Linguisti e giornalisti
Abbiamo l'impressione che nell'immaginario collettivo (anche se non si deve mai generalizzare) si faccia una gran confusione tra giornalisti, scrittori e... linguisti. Si accredita la tesi secondo la quale un giornalista così detto di grido, un giornalista dal nome prestigioso, sia anche un ottimo linguista.
Questa tesi, a nostro modo di vedere, è falsa e, quindi, da respingere recisamente. Un ottimo giornalista è colui che sa scegliere le notizie e, una volta assimilate, le commenta per il grande pubblico con parole semplici, come farebbe un insegnante di fronte ai suoi allievi. Il giornalista — in un certo senso — è l'educatore della pubblica opinione.
I giornalisti dal nome prestigioso (ma chi stabilisce il prestigio?) che non rispettano le norme grammaticali per puro snobismo non possono essere definiti linguisti nel senso letterale del termine, e sono colpevoli di lesa lingua quanto, se non di più, i giornalisti che non applicano le regole perché non le conoscono.

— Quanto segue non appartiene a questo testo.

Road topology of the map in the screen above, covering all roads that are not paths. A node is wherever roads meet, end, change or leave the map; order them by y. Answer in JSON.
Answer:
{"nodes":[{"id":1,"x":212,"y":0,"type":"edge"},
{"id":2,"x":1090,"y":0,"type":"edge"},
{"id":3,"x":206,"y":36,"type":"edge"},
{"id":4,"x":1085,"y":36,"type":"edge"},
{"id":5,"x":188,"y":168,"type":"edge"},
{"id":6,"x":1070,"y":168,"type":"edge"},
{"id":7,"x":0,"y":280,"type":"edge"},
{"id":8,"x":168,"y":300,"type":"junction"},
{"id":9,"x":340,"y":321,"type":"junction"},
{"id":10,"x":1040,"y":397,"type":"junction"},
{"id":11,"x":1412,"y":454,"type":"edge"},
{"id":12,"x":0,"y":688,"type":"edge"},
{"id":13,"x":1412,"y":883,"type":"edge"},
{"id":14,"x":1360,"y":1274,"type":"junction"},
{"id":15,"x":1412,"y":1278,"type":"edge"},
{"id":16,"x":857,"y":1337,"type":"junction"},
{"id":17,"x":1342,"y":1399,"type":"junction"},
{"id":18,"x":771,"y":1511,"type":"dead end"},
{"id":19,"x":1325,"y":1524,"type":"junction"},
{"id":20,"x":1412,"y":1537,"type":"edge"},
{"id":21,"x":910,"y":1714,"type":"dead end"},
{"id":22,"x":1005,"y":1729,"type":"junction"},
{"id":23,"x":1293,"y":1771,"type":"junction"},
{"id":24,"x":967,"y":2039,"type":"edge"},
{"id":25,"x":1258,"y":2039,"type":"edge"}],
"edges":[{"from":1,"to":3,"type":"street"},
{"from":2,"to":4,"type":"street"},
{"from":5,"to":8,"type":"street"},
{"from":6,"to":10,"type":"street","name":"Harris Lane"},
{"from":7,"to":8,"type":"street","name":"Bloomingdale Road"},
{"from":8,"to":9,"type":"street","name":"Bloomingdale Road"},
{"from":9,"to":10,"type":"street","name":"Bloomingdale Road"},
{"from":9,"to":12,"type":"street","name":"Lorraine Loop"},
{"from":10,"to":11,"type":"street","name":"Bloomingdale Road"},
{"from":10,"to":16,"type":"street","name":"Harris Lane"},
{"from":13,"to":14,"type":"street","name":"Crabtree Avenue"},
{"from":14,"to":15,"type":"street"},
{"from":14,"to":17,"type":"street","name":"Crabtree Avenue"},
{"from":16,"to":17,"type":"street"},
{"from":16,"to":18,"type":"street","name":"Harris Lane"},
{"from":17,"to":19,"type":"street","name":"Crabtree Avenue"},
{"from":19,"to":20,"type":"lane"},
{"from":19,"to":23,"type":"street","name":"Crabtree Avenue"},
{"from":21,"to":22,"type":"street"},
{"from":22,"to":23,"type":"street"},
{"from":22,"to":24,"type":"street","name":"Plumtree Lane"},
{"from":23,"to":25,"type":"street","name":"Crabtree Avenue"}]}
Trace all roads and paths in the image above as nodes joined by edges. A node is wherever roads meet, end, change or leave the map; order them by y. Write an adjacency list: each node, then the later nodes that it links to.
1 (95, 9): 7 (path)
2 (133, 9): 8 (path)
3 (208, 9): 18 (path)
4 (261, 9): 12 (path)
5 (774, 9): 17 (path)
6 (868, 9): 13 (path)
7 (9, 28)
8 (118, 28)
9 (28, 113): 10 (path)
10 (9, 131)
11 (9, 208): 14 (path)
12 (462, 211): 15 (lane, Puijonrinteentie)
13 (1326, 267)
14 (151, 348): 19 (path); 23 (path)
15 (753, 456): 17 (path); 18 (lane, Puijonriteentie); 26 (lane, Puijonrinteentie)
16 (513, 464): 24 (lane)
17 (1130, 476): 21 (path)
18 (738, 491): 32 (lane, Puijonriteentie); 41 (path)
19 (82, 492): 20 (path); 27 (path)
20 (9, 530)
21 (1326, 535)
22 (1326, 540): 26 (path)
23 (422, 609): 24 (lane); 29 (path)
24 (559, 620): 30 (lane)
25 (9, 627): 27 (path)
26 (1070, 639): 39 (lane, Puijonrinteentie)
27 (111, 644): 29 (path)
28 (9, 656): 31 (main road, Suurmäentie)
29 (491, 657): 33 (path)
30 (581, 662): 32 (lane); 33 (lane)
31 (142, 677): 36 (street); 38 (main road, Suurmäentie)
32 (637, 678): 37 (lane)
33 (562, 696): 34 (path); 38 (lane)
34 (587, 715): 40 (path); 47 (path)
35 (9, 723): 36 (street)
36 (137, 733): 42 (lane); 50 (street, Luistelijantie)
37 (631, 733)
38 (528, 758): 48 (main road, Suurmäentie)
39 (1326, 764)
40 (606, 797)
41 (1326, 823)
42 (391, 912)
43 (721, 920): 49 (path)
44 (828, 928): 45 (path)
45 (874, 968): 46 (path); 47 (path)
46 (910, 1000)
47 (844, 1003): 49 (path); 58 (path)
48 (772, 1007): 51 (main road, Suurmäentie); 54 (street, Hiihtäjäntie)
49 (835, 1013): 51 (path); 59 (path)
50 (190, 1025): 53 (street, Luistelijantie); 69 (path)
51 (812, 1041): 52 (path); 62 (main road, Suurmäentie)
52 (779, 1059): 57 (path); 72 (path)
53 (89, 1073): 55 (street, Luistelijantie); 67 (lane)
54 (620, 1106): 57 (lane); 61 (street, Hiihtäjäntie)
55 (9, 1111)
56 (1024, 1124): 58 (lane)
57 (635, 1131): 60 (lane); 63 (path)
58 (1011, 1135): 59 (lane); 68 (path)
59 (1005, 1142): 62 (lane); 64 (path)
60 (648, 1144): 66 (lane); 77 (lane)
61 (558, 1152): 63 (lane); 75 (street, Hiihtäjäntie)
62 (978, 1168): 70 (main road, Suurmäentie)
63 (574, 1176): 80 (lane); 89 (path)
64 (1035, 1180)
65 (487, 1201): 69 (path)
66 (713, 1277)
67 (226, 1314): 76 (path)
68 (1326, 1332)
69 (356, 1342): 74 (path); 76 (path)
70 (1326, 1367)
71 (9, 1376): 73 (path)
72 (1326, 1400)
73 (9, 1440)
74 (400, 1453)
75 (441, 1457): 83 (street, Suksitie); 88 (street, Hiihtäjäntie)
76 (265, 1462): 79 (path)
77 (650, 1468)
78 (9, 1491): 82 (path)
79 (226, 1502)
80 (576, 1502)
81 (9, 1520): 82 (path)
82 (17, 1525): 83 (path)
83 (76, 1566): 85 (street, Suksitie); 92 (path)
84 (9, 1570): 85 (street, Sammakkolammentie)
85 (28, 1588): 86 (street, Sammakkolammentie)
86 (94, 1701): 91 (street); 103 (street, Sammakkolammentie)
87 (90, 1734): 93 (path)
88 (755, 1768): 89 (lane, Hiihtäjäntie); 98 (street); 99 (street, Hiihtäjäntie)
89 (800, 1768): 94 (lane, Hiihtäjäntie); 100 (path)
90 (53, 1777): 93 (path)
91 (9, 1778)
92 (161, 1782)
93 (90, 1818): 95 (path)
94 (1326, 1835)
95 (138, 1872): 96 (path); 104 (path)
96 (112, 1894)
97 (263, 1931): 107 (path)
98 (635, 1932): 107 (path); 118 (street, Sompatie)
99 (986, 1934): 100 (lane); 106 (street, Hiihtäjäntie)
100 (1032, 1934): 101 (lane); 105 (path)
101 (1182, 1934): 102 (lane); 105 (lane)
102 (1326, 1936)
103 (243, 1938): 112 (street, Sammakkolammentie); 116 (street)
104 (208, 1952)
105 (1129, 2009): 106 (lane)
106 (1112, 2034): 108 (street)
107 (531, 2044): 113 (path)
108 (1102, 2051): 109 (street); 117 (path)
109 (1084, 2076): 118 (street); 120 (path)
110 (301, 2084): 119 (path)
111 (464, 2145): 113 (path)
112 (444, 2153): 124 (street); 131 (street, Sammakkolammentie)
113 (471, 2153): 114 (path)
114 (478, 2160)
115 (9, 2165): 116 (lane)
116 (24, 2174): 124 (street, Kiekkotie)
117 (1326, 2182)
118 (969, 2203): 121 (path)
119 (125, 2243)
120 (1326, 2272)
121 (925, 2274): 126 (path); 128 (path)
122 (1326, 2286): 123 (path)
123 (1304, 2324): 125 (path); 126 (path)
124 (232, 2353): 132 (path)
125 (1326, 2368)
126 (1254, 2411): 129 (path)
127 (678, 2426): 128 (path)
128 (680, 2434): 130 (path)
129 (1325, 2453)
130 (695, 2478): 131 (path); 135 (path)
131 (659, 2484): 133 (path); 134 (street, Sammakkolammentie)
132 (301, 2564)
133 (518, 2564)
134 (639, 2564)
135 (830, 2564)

Il giornalista-linguista si preoccupa, nello scrivere, di non incorrere in inesattezze che potrebbero turbare l'equilibrio linguistico-grammaticale dei lettori, soprattutto dei lettori-studenti, mettendo così in discussione quanto alcuni docenti (quelli con la D maiuscola, se ce ne sono ancora, visto lo sfacelo in cui versa la scuola italiana) si sforzano d'insegnare ai loro discenti, a dispetto dei giornalisti che fanno la lingua.
Sbandare: quale ausiliare?
Tutti i vocabolari che abbiamo consultato (cartacei e in Rete) sono concordi nel segnalare il verbo "avere" quale ausiliare del verbo "sbandare": l'automobile ha sbandato ed è finita contro un muro.
E hanno perfettamente ragione perché "sbandare", come tutti i verbi intransitivi che indicano un moto fine a sé stesso, nei tempi composti prende l'ausiliare avere.
Solo il Treccani ammette anche l'ausiliare "essere". Una rapida ricerca con Googlelibri (l'auto ha/è sbandato/a) ha dato 32 occorrenze con l'ausiliare avere e 8 con l'ausiliare essere.